A few short years ago, Domingo Martinez had the wolf at the

A few short years ago, Domingo Martinez had the wolf at the door. His graphic-design clients were disappearing. The newspaper biz where he also worked—including at Seattle Weekly, where he was once a colleague—was contracting. He spent too much time holed up in his apartment, binge-watching cable TV, looking for love on the Internet, drinking, and writing random scraps of a future memoir about his hardscrabble youth in Brownsville, Texas. “I managed to scrape by. I borrowed money. I delivered pizzas,” he recalls of that dark period.

Since the 2012 publication of his bestselling The Boy Kings of Texas, life has taken a different turn. Martinez now has other problems—problems like making deadlines for HBO, problems like meetings and conference calls with Salma Hayek, problems like getting back on the road to promote his mostly Seattle-set second memoir, My Heart Is a Drunken Compass (Lyons Press, $26.95), to be published in November and launched next month at Hugo House.

“I’m very tired of Texas,” says Martinez during a recent morning chat at Caffe Ladro, near his Uptown apartment. Though he hadn’t lived there for some 20 years, “Texas sort of adopted me as one of its own writers.” He toured his first book extensively in Texas, and his second is being excerpted in Texas Monthly.

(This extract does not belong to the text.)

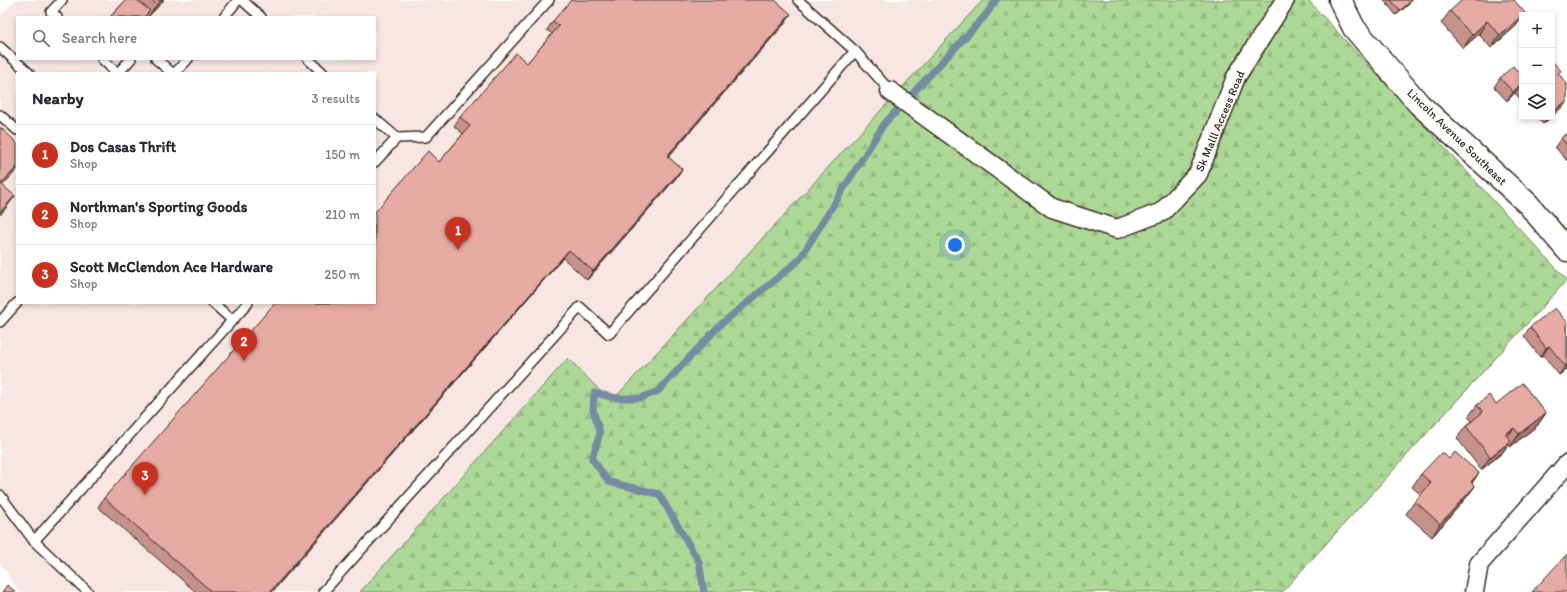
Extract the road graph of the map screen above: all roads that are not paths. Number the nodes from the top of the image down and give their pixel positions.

Martinez now admits to a letdown after Boy Kings, which was nominated for a National Book Award but fell short of the prize. “I was feeling disappointed with the whole process of publishing,” he says. “It was all about numbers and figures. It removed the illusion of success, and I was dealing with the stark reality of trying to survive as a writer.” There was no going back to graphic design, running a comically doomed print shop—as described in Drunken Compass—or even delivering pizza. Like a poker player, Martinez was all in.

Domingo Martinez’s book cover for My Heart is a Drunken Compass. Image Courtesy Rowman & Littlefield

Then, reading an online interview in German Vogue, where Hayek said that “I no longer feel Mexican,” he made his next big bet. Martinez could relate to her complaint, since in Boy Kings he flees Texas, stops speaking Spanish, and models himself on the late-’80s Anglo culture of bohemian authors, indie music, and movies. Seeing Hayek’s quote, he says, “Like a shark, I smelled blood in the water.” His agent passed Boy Kings to her people, and eventually “she asked to meet. It’s all about making your own luck.” He and Hayek clicked, and she took the project to HBO.

“On its own, the book was developing some clout of its own,” says Martinez of Boy Kings’ prospects in Hollywood. “[It] was making the rounds. It dealt with a part of the country that was unmined. But HBO has recognized that at some point in the future, 25 percent of the U.S. will identify as Hispanic.”

The experience of outlining Boy Kings into a possible miniseries is “a total trial by fire . . . completely beyond what I expected for my first book,” says Martinez. “Hayek became the chief champion and proponent” of the book; and when her people or HBO calls, he laughs, “I drop everything. I figure that’s gonna be my future. I’m certainly getting away from memoir after this.”

That’s partly because Martinez split the baby with his life story, and no third installment is planned. (He’s got a collection of short stories in the works.) Boy Kings ended with Martinez seemingly safely escaped to Seattle, where he’s now lived for over two decades. Drunken Compass loops back to Brownsville to tell the sad tale of his younger brother Derek’s alcohol-caused catastrophe. That medical crisis, which Martinez guiltily kept at arm’s length, is followed by another horrific accident in Seattle involving his troubled former fiancee—resulting in more hospital time, self-reproach, and life assessment.

Compared to the fitful, uncertain process of writing Boy Kings (itself part of the narrative in Drunken Compass), Martinez says, “I couldn’t stop writing. This [book] was like a cork.” He estimates it took him eight years to write the first and eight months for the second. “I was much more confident in the writing and in my language.” In part, he acknowledges, that’s because the success of Boy Kings meant “I was actually being taken seriously as a writer,” validating his second career. Also, “I wasn’t drinking” during that process; and a family legacy of alcohol abuse becomes especially evident in his very frank new book.

After “all this mental anguish and depression” involved in the writing of the two books, plumbing his family’s strengths and his own weaknesses, Martinez is enough the entrepreneur to understand how an uplifting outcome makes for a good memoir. “It is a happy end,” he says. “My parents are incredibly chuffed. A series of anxieties in my head were quieted. I didn’t feel so much an outsider anymore.” Richard Hugo House 1634 11th Ave., litcrawl.org/seattle. Free. 6 p.m. Thurs., Oct. 23.